For the fourth installment of the Science Center’s “Next Generation Science Methods” course we modeled with our elementary educators how to effectively integrate the grades 3-5 engineering standards into a 5th grade earth systems and human activity unit. Before beginning teachers were asked to analyze the elementary engineering NGSS (MA) standards and compared them to the steps outlined in three different models of the “design process.”
To reinforce the Claim-Evidence-Reasoning strategy for argumentation through evidence, teachers had to “claim” which model was best and provide reasoning for their answer by pointing out where alignment between the standards and the models as evidence. Most lower level elementary teachers preferred the “Engineering is Elementary” model for its simplicity and action verbs while upper elementary teachers appreciated the “recycle” illustrated in the build-test-redesign model from PBS’ Design Squad.

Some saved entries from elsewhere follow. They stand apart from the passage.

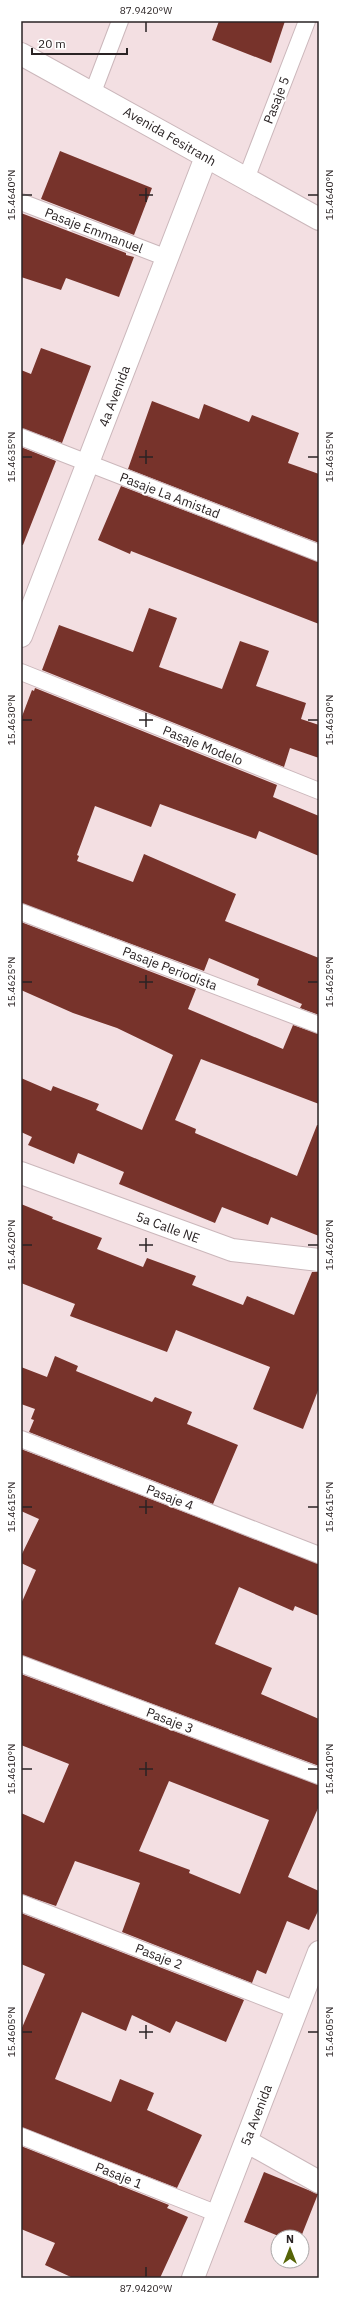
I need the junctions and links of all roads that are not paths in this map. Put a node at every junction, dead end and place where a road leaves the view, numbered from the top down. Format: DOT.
graph roads {
  1 [pos="120,21"];
  2 [pos="307,21"];
  3 [pos="21,54"];
  4 [pos="94,92"];
  5 [pos="206,157"];
  6 [pos="246,179"];
  7 [pos="21,202"];
  8 [pos="319,219"];
  9 [pos="167,258"];
  10 [pos="21,437"];
  11 [pos="88,463"];
  12 [pos="319,553"];
  13 [pos="21,636"];
  14 [pos="21,672"];
  15 [pos="319,791"];
  16 [pos="21,912"];
  17 [pos="319,1025"];
  18 [pos="21,1173"];
  19 [pos="319,1260"];
  20 [pos="21,1439"];
  21 [pos="319,1555"];
  22 [pos="21,1664"];
  23 [pos="319,1776"];
  24 [pos="21,1903"];
  25 [pos="319,1952"];
  26 [pos="296,2010"];
  27 [pos="21,2136"];
  28 [pos="246,2141"];
  29 [pos="319,2182"];
  30 [pos="218,2214"];
  31 [pos="193,2278"];
  1 -- 4 [label="lane"];
  2 -- 6 [label="lane, Pasaje 5"];
  3 -- 4 [label="street, Avenida Fesitranh"];
  4 -- 5 [label="street, Avenida Fesitranh"];
  5 -- 6 [label="street, Avenida Fesitranh"];
  5 -- 9 [label="street, 4a Avenida"];
  6 -- 8 [label="street, Avenida Fesitranh"];
  7 -- 9 [label="lane, Pasaje Emmanuel"];
  9 -- 11 [label="street, 4a Avenida"];
  10 -- 11 [label="lane, Pasaje La Amistad"];
  11 -- 12 [label="lane, Pasaje La Amistad"];
  11 -- 13 [label="street, 4a Avenida"];
  14 -- 15 [label="lane, Pasaje Modelo"];
  16 -- 17 [label="lane, Pasaje Periodista"];
  18 -- 19 [label="street, 5a Calle NE"];
  20 -- 21 [label="lane, Pasaje 4"];
  22 -- 23 [label="lane, Pasaje 3"];
  24 -- 26 [label="lane, Pasaje 2"];
  25 -- 26 [label="street, 5a Avenida"];
  26 -- 28 [label="street, 5a Avenida"];
  27 -- 30 [label="lane, Pasaje 1"];
  28 -- 29 [label="street"];
  28 -- 30 [label="street, 5a Avenida"];
  30 -- 31 [label="street, 5a Avenida"];
}
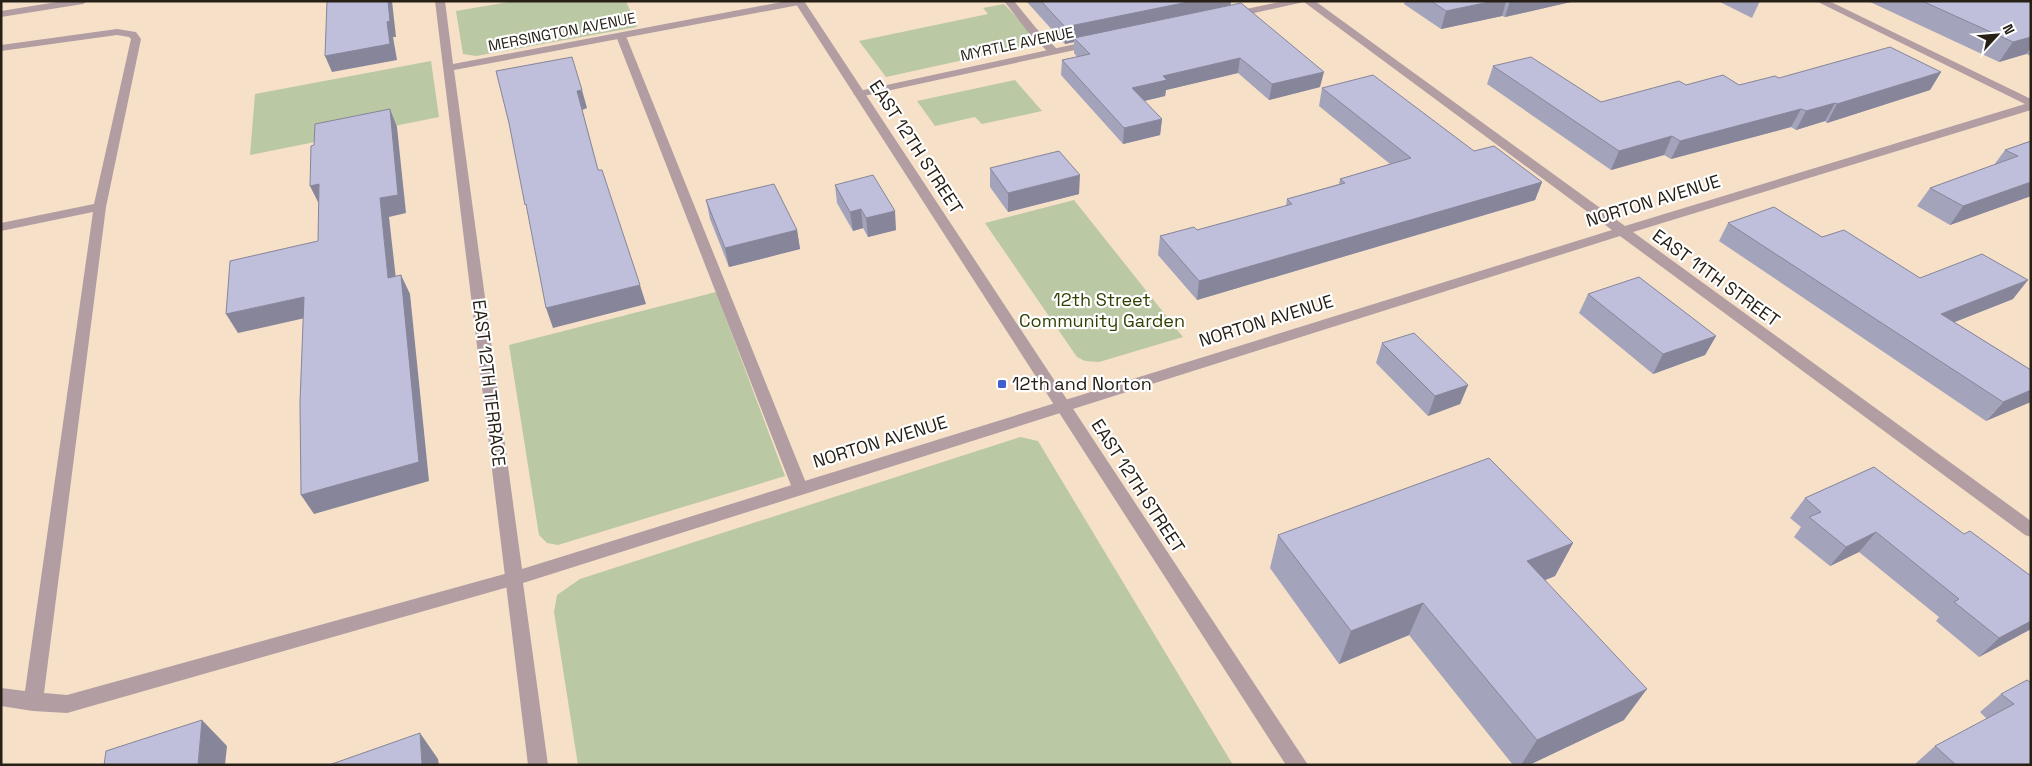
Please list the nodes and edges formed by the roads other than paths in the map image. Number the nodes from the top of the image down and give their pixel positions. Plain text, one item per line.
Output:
1 (83, 1) edge
2 (440, 1) edge
3 (1009, 1) edge
4 (1299, 1) edge
5 (1308, 1) edge
6 (1821, 1) edge
7 (799, 2) edge
8 (1, 14) edge
9 (1218, 18) edge
10 (621, 36) junction
11 (1102, 41) edge
12 (1, 48) edge
13 (1053, 51) junction
14 (448, 68) junction
15 (859, 94) junction
16 (2031, 104) edge
17 (100, 207) junction
18 (1, 227) edge
19 (1621, 232) junction
20 (1064, 406) junction
21 (800, 488) junction
22 (2031, 530) edge
23 (515, 578) junction
24 (1, 697) edge
25 (33, 702) junction
26 (538, 765) edge
27 (1298, 765) edge

1 - 8 street
2 - 14 street, EAST 12TH TERRACE
3 - 13 street
4 - 9 street
5 - 19 street, EAST 11TH STREET
6 - 16 street
7 - 10 street, MERSINGTON AVENUE
7 - 15 street, EAST 12TH STREET
10 - 14 street, MERSINGTON AVENUE
10 - 21 street
11 - 13 street, MYRTLE AVENUE
12 - 17 street
13 - 15 street, MYRTLE AVENUE
14 - 23 street, EAST 12TH TERRACE
15 - 20 street, EAST 12TH STREET
16 - 19 street, NORTON AVENUE
17 - 18 street
17 - 25 street
19 - 20 street, NORTON AVENUE
19 - 22 street, EAST 11TH STREET
20 - 21 street, NORTON AVENUE
20 - 27 street, EAST 12TH STREET
21 - 23 street, NORTON AVENUE
23 - 25 street, NORTON AVENUE
23 - 26 street, EAST 12TH TERRACE
24 - 25 street, NORTON AVENUE

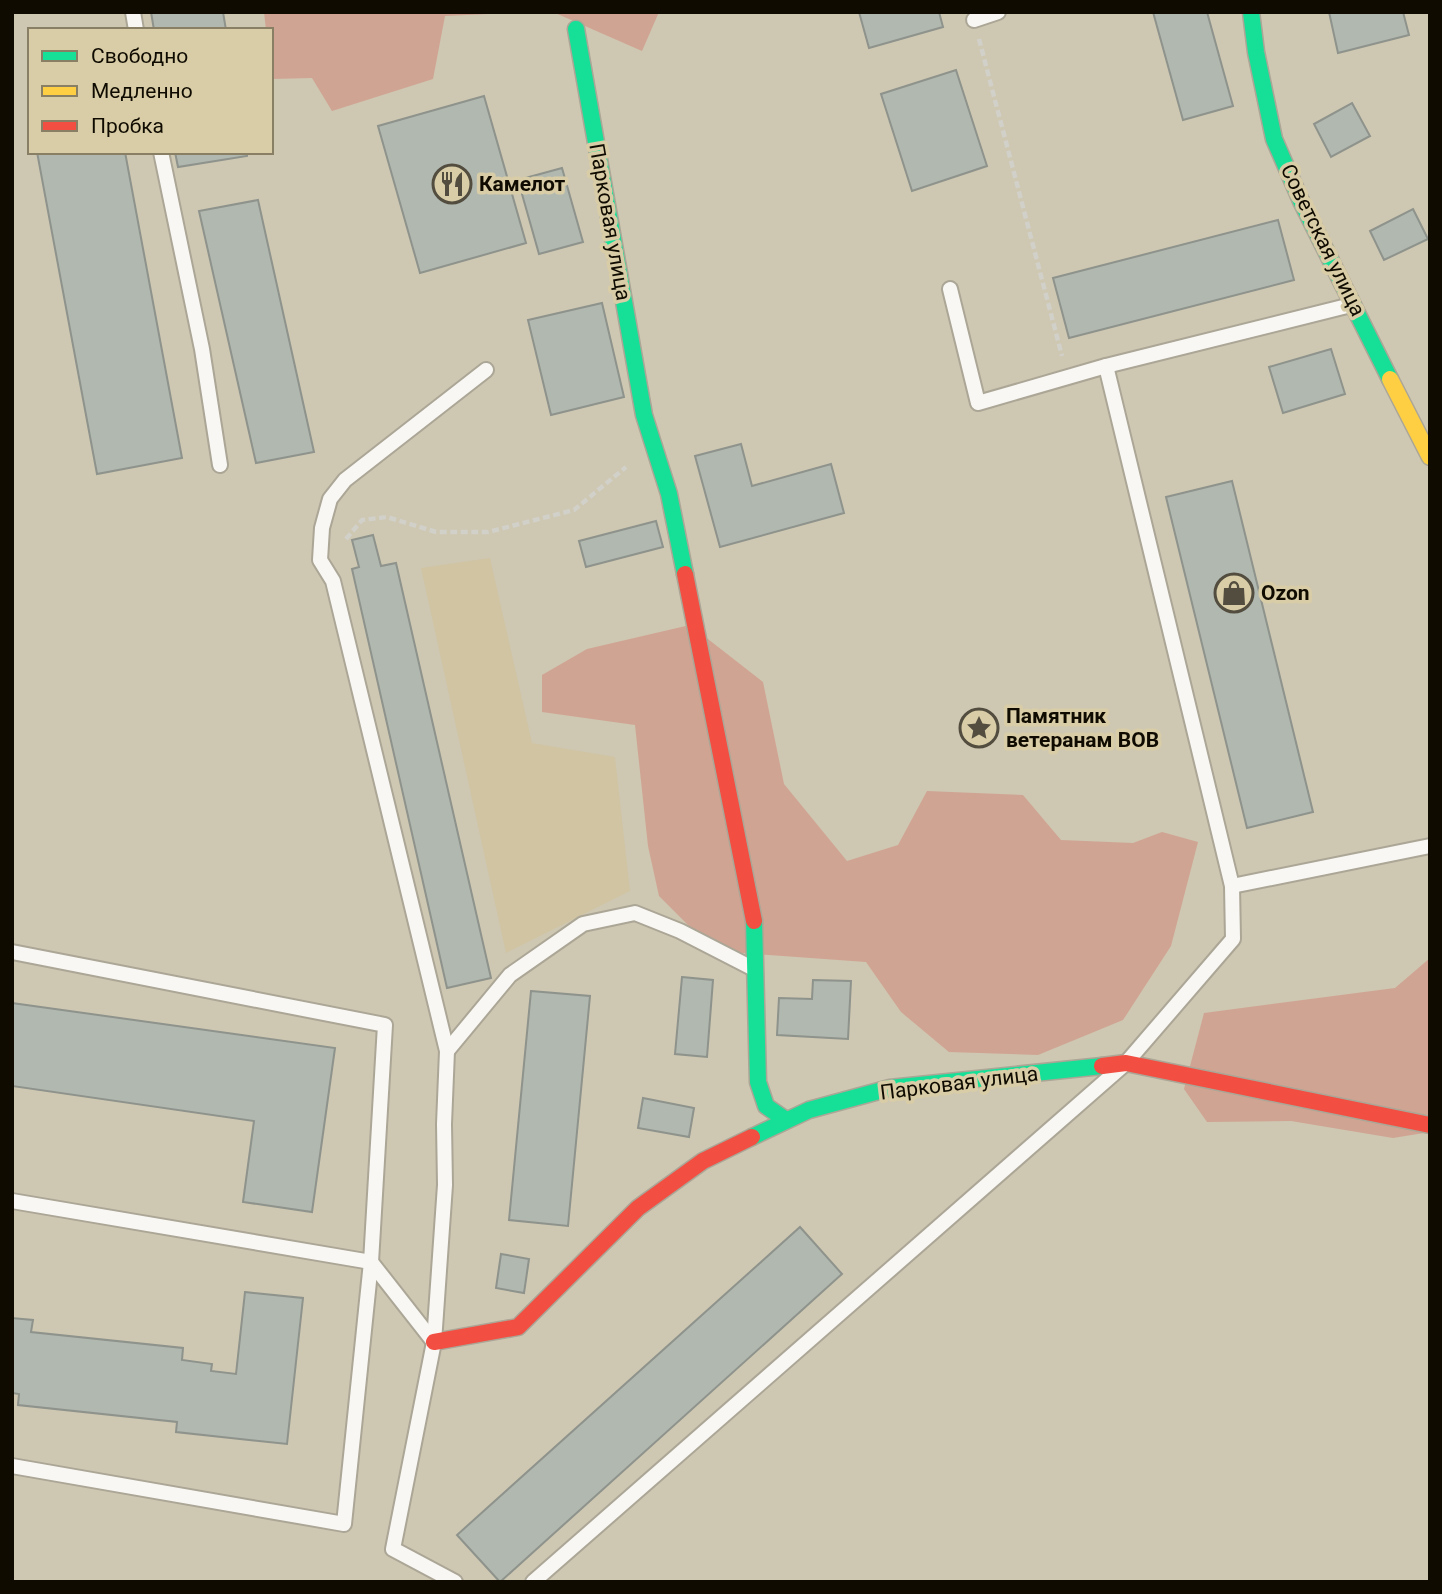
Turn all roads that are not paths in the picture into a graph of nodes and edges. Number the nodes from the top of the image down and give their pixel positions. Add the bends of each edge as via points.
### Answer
1 (998, 12) edge
2 (1251, 12) edge
3 (974, 20) road end
4 (576, 29) dead end
5 (161, 154) edge
6 (950, 289) dead end
7 (1354, 305) junction
8 (1106, 366) junction
9 (486, 370) dead end
10 (1430, 457) edge
11 (220, 465) dead end
12 (1430, 846) edge
13 (1232, 886) junction
14 (12, 952) edge
15 (756, 970) junction
16 (447, 1051) junction
17 (1126, 1063) junction
18 (786, 1120) junction
19 (1430, 1125) edge
20 (12, 1201) edge
21 (372, 1262) junction
22 (434, 1342) junction
23 (12, 1466) edge
24 (455, 1582) edge
25 (533, 1582) edge

1 - 3 lane
2 - 7 street, Советская улица via 1274,139
4 - 15 street, Парковая улица via 644,415 668,494 755,926
5 - 11 lane
6 - 8 lane via 978,403
7 - 8 lane
7 - 10 street, Советская улица
8 - 13 lane
9 - 16 lane via 345,480 330,499 320,561 334,582
12 - 13 lane
13 - 17 lane via 1233,939
14 - 21 lane via 385,1025
15 - 16 lane via 635,913 583,924 510,975
15 - 18 street, Парковая улица via 758,1082 766,1106
16 - 22 lane via 445,1185
17 - 18 street, Парковая улица via 890,1088
17 - 19 street, Парковая улица
17 - 25 lane
18 - 22 street, Парковая улица via 703,1161 638,1208 518,1326
20 - 21 lane
21 - 22 lane
21 - 23 lane via 344,1524
22 - 24 lane via 394,1549

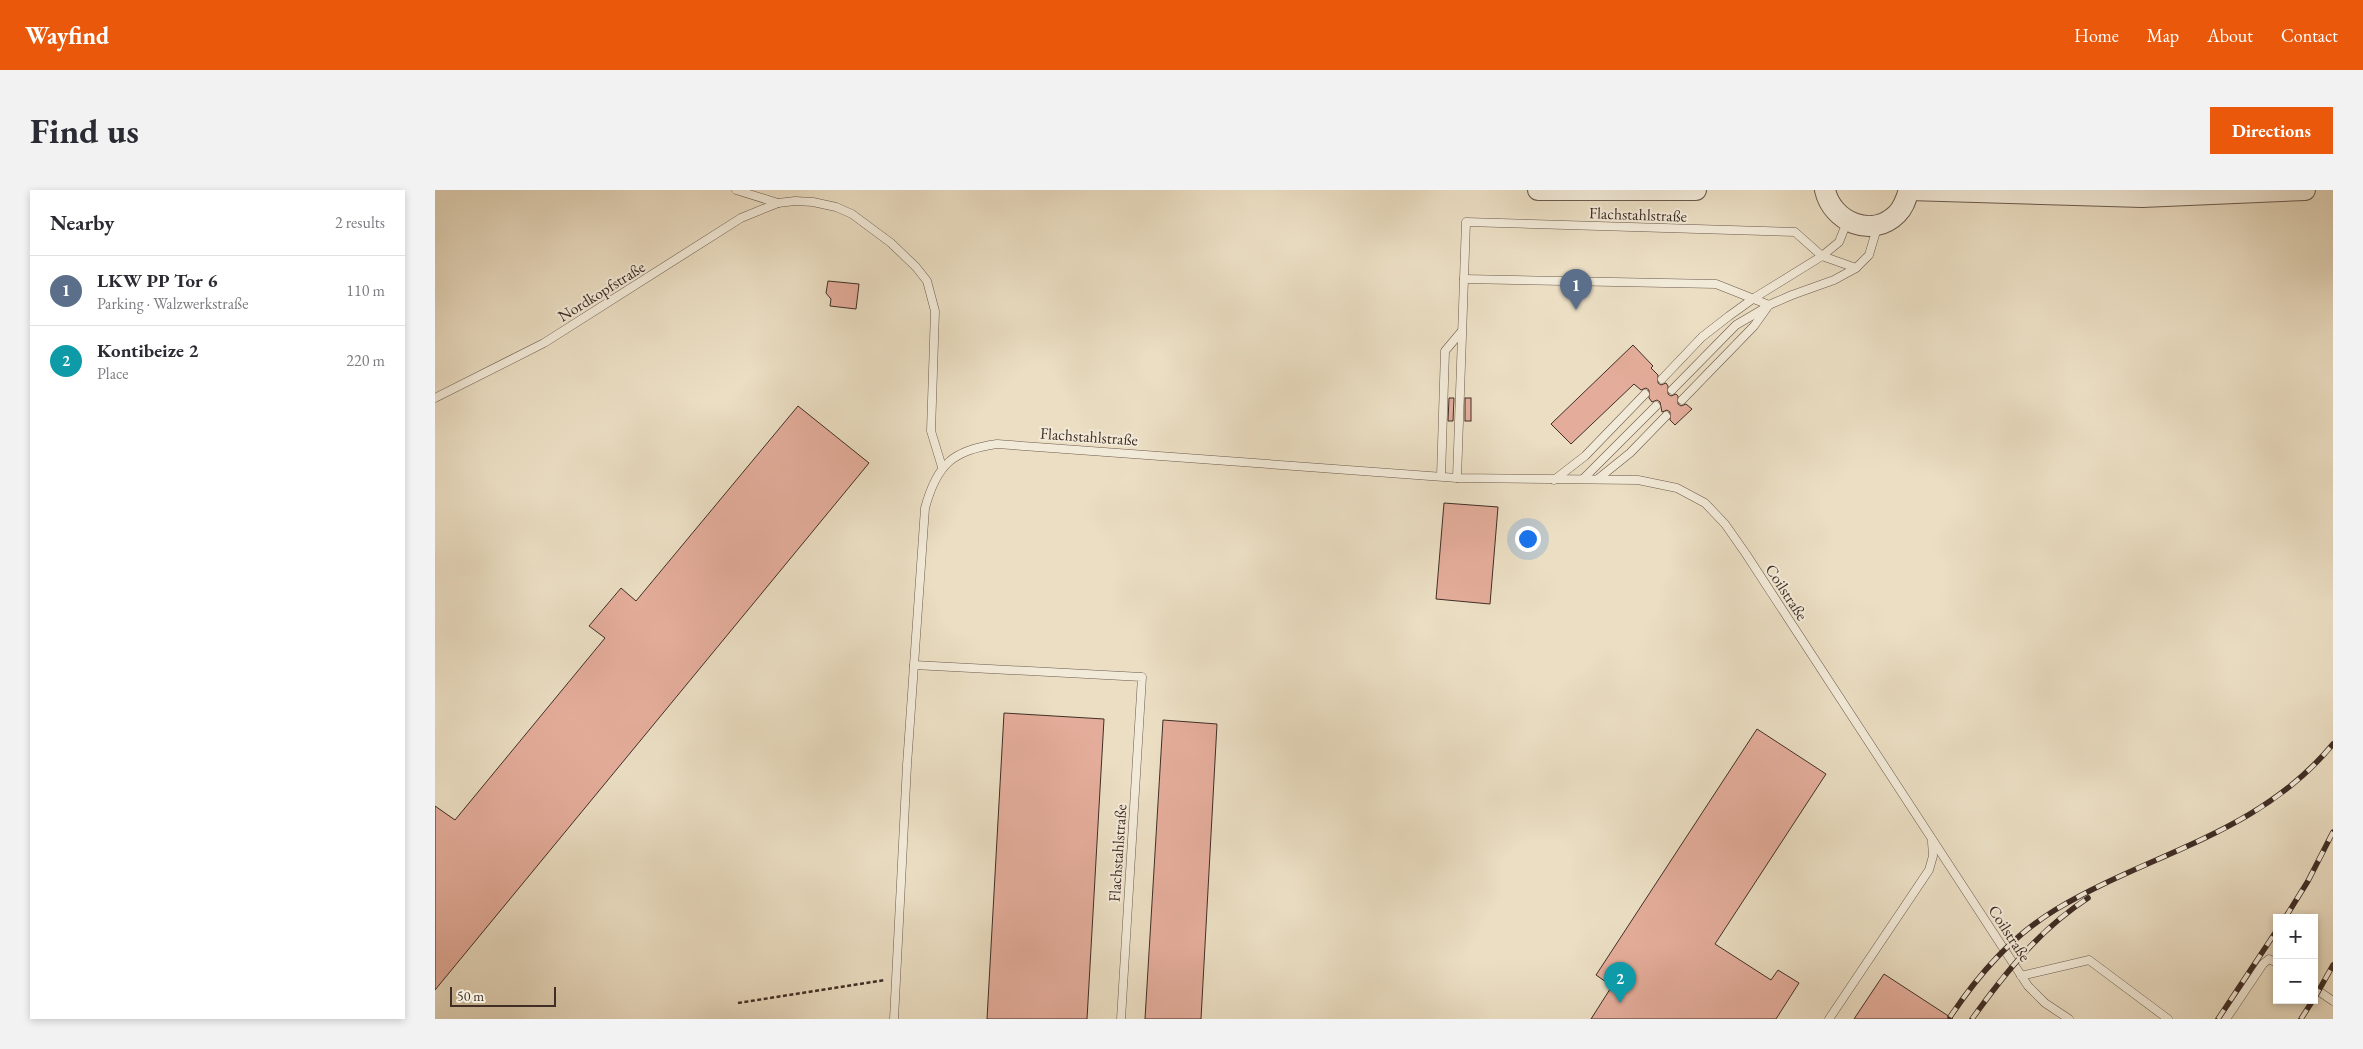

From there we dropped ourselves into the middle of a 5th grade earth systems / earth and human activity unit. Assuming students had previously recognized the limited availability of fresh water and obtained information about how humans have polluted fresh water reservoirs over time, our teachers were now charged with exploring water filtration systems and “how individual communities use science ideas to protect the Earth’s resources and environment.” Using the 5E constructivist approach to lesson sequencing, we proposed engaging activities such as visiting the local water filtration plant in Burlington as a field trip (something we’ve done with our summer programs in the past!) to using Magic School Bus or the EiE story “Saving Salila’s Turtles” as an engagement tool. Through these engaging activities we decided on some criteria to evaluate our filter systems on:
From there it was time to explore different kinds of filtration materials to determine which worked well or not. Using procedures outlined in the EiE “Water, Water, Everywhere” unit teachers tested mesh materials, coffee filters, sand and gravel.
Group’s of teachers added the results of their tests to those of others on a projected data table and analyzed the results together, drawing conclusions about the effectiveness of the different materials in regards to how well they removed debris, improved water clarity, and how much time it took to filter the water. All teachers then participated in a classroom discussion where they were asked to explain their conclusions before planning and constructing their full blown water filters.
Elaborate: With the introduction of some “super filthy” water and the added wrinkle of applying a cost to each material used teachers went to work. In true science classroom fashion, time was running short so construction was frantic and testing was done in haste. This turned out to be ok for our purposes as teachers were able to compare “cleaned” results with one another and draw qualitative results in comparison to one another.
To encourage our teachers to aim higher when it was time to evaluate themselves and their own students, we provided scoring rubrics but also shared this video of 14 year-old, Deepika Kurup who won 3M’s “America’s Top Young Scientist Award” in 2012 for her invention of a solar-powered water filtration system. Her creation harnessed the sun’s energy to kill off harmful, invisible bacteria. “Now THAT is an authentic learning experience” and powerful imagery for students to see kids in action as well!